The patch is self-contained and good.

I am curious about why https://github.com/llvm/llvm-project/issues/51843 is arm related since the patch doesn't involve the backend.

And another point is about the assumption:

The llvm.lifetime.start intrinsic guarantees that the address for a given alloca is always the same.

In the manual (https://llvm.org/docs/LangRef.html#int-lifestart), it says:

After llvm.lifetime.end is called, ‘llvm.lifetime.start’ on the stack object can be called again. The second ‘llvm.lifetime.start’ call marks the object as alive, but it does not change the address of the object.

I want to say these two statements doesn't look the same. Maybe it'll be better to send another patch to edit the manual too?

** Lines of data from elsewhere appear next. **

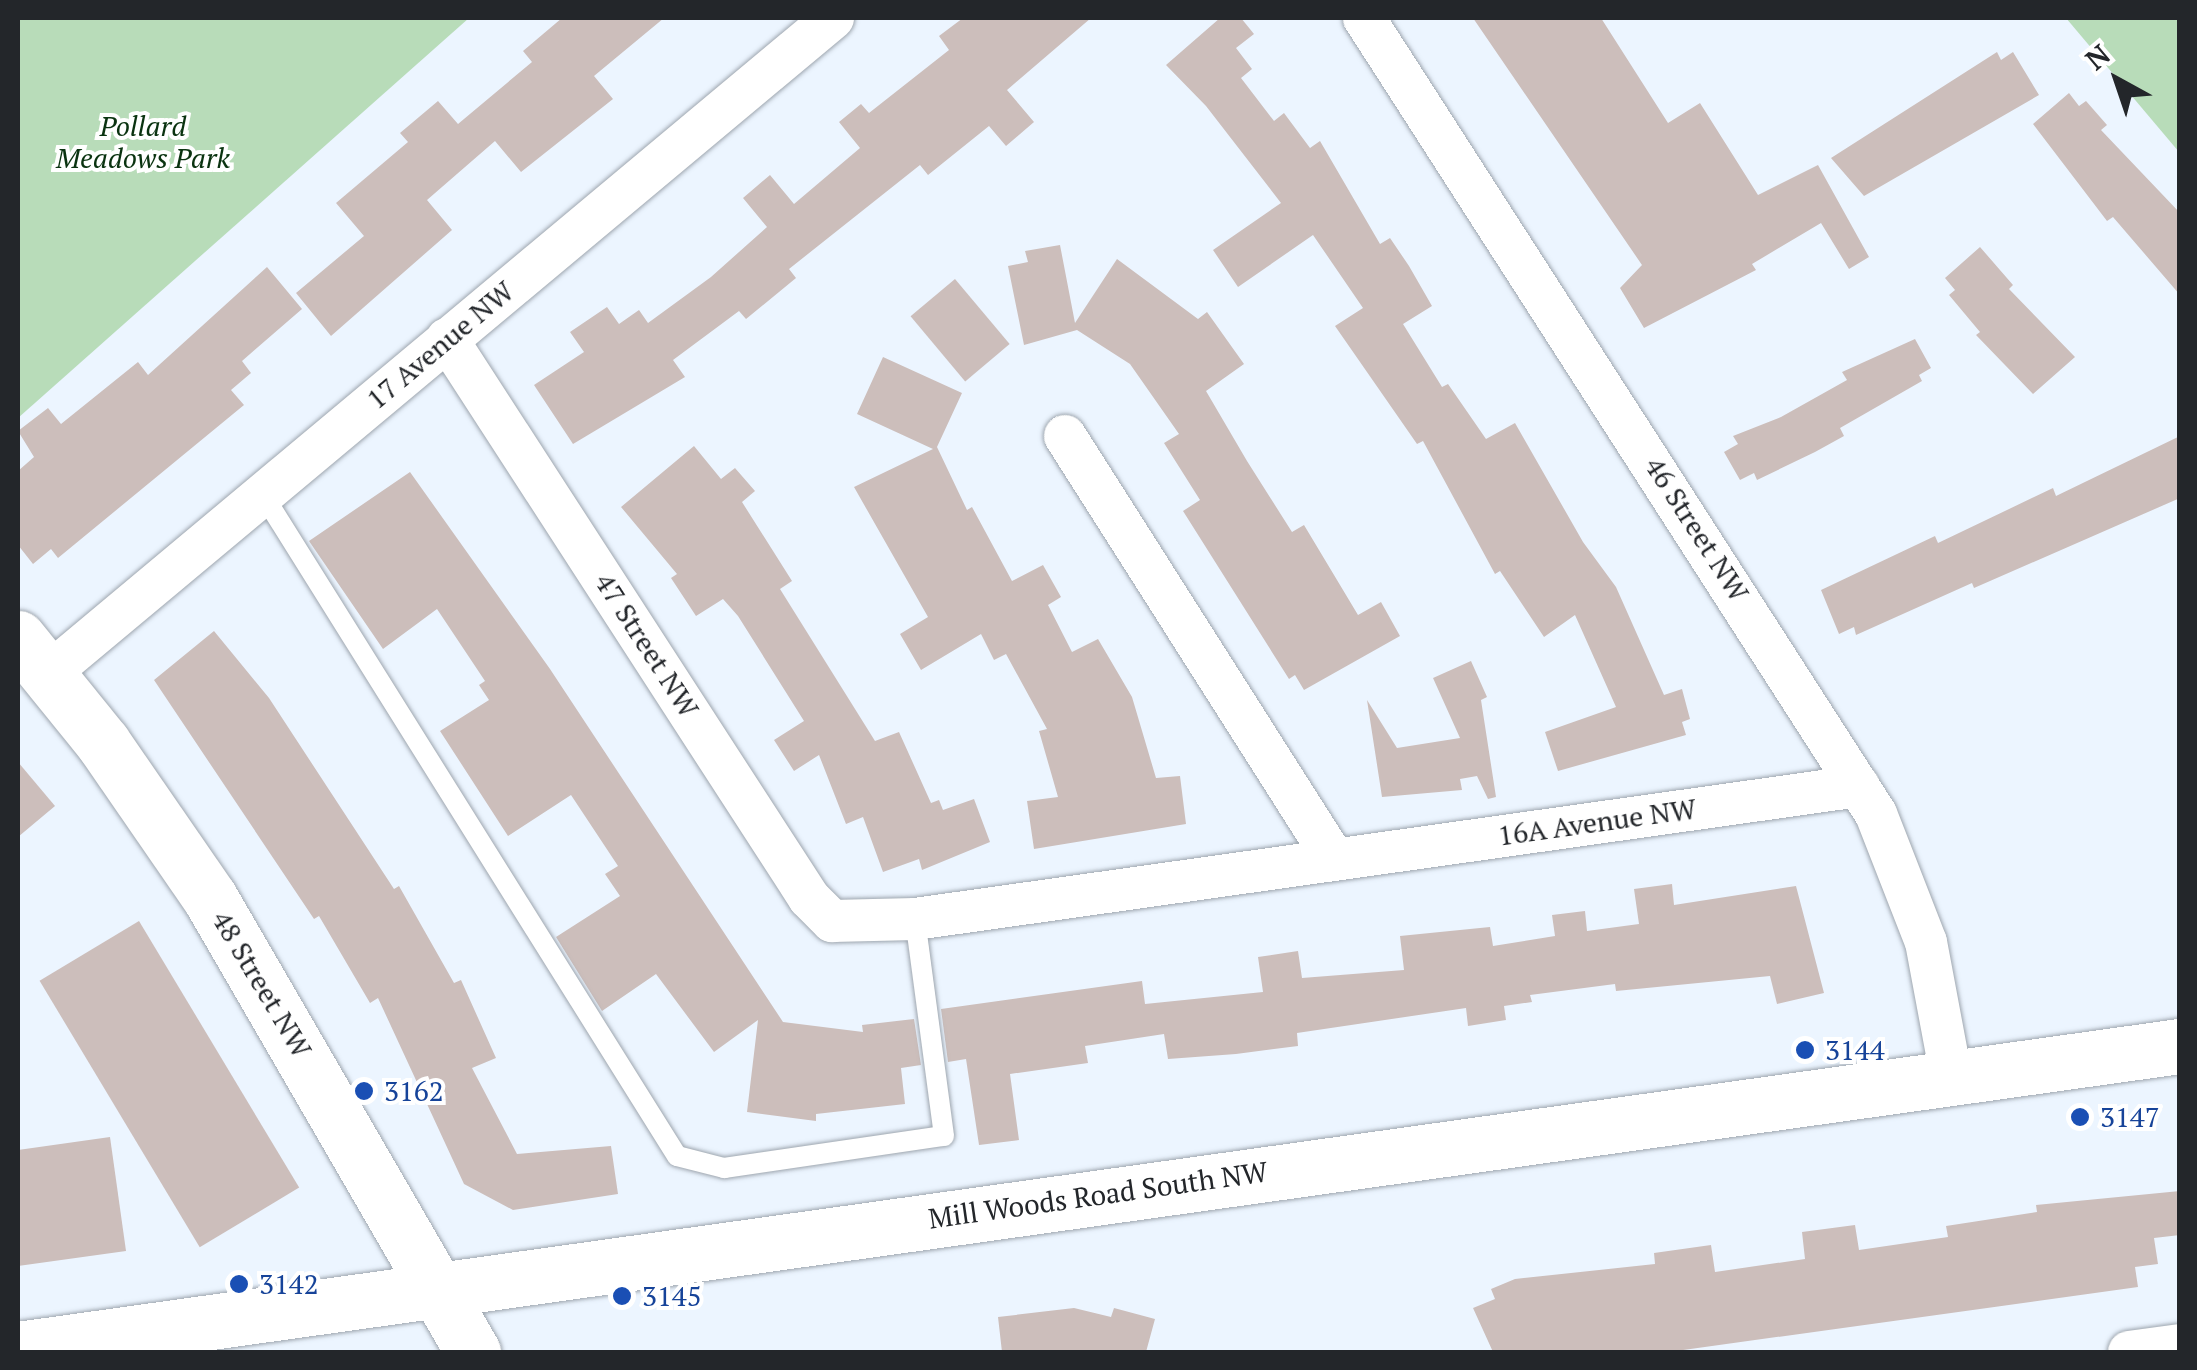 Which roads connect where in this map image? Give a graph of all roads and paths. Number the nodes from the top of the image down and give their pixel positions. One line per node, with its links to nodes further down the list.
1 (833, 18): 3 (street, 17 Avenue NW)
2 (1364, 18): 7 (street, 46 Street NW)
3 (448, 339): 5 (street, 17 Avenue NW); 10 (street, 47 Street NW)
4 (1064, 436): 8 (street)
5 (262, 492): 6 (street, 17 Avenue NW); 9 (lane)
6 (33, 656): 13 (street, 48 Street NW)
7 (1859, 786): 8 (street, 16A Avenue NW); 12 (street, 46 Street NW)
8 (1334, 859): 9 (street, 16A Avenue NW)
9 (915, 919): 10 (street, 16A Avenue NW)
10 (863, 925)
11 (2180, 1046): 12 (street, Mill Woods Road South NW)
12 (1951, 1075): 13 (street, Mill Woods Road South NW)
13 (438, 1289): 15 (street, Mill Woods Road South NW); 16 (street, 48 Street NW)
14 (2180, 1346): 17 (street)
15 (18, 1349)
16 (473, 1352)
17 (2130, 1352) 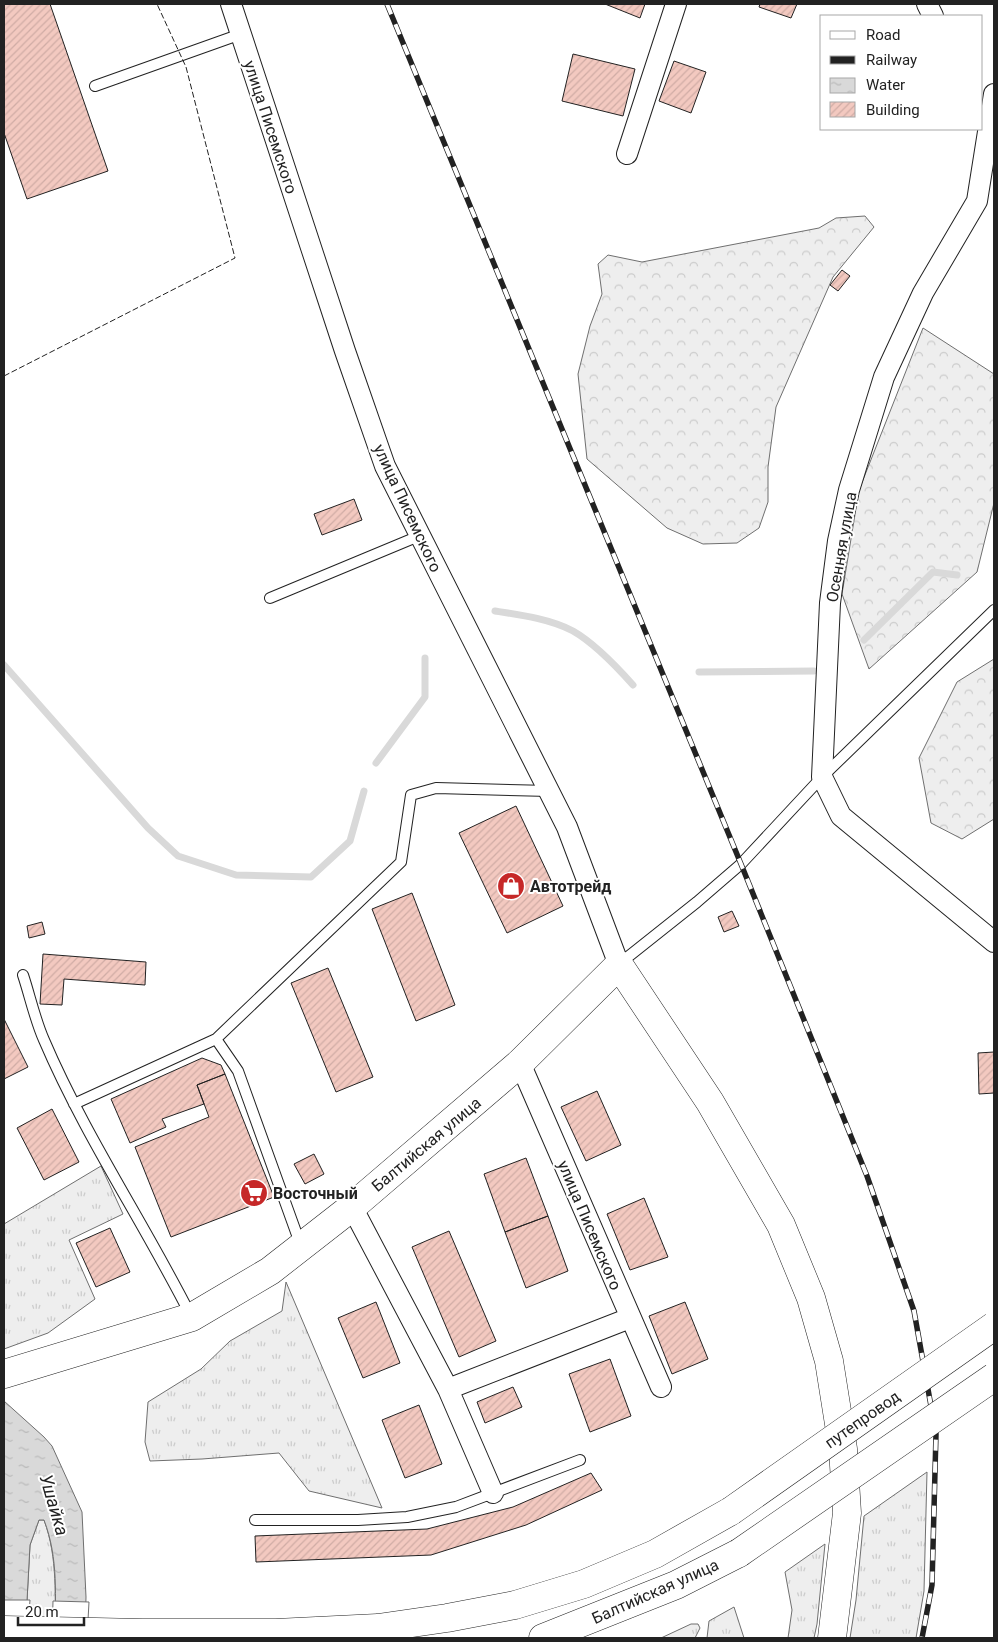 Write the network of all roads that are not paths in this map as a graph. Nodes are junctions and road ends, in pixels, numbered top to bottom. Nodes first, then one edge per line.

llvm/lib/Transforms/Coroutines/CoroFrame.cpp
82–84	Is this change necessary? I mean if there is a path that can reach block 'i' and repeating 'i' , we must can reduce a path which can reach 'I' without repeating 'I'. Do I misunderstand anything?

This revision is now accepted and ready to land.Dec 18 2022, 7:40 PM

In D140231#4004061, @ChuanqiXu wrote:

The patch is self-contained and good.

I am curious about why https://github.com/llvm/llvm-project/issues/51843 is arm related since the patch doesn't involve the backend.

The issues is somewhat accidentally hitting ARM, because for the program in question passing a struct with 2 members, is modeled as 2xi64 vector type by the arm calling convention. This means there are instructions constructing this 2xi64 vector and those happen to get hoisted out of a loop. 1 of those 2 values is the address of a local variable (casted to i64 because of the calling convention) so the address suddenly needs to be constant even across the resume point within the loop and even though the variable is not alive throughout the whole loop as marked by the lifetime.start/end intrinsics.
The issue does not manifest on x86_64 because the struct calling convention uses 2 (separate) integer values instead of constructing a vector and those are simple enough to not get hoisted out of the loop it seems).

And another point is about the assumption:

The llvm.lifetime.start intrinsic guarantees that the address for a given alloca is always the same.

I expressed this a bit sloppily. It's always the same for a single call (or for a coroutine a single call/ramp-up and all following suspendends and continuations. It obviously doesn't need to be the same for separate calls.

In the manual (https://llvm.org/docs/LangRef.html#int-lifestart), it says:

After llvm.lifetime.end is called, ‘llvm.lifetime.start’ on the stack object can be called again. The second ‘llvm.lifetime.start’ call marks the object as alive, but it does not change the address of the object.

I want to say these two statements doesn't look the same. Maybe it'll be better to send another patch to edit the manual too?

The manual is fine as-is and doesn't need a change, doesn't it?

PS: I am hearing reports that my fix repairs some of the problems our users had but not all of them, so I will do some more testing and investigation before landing this.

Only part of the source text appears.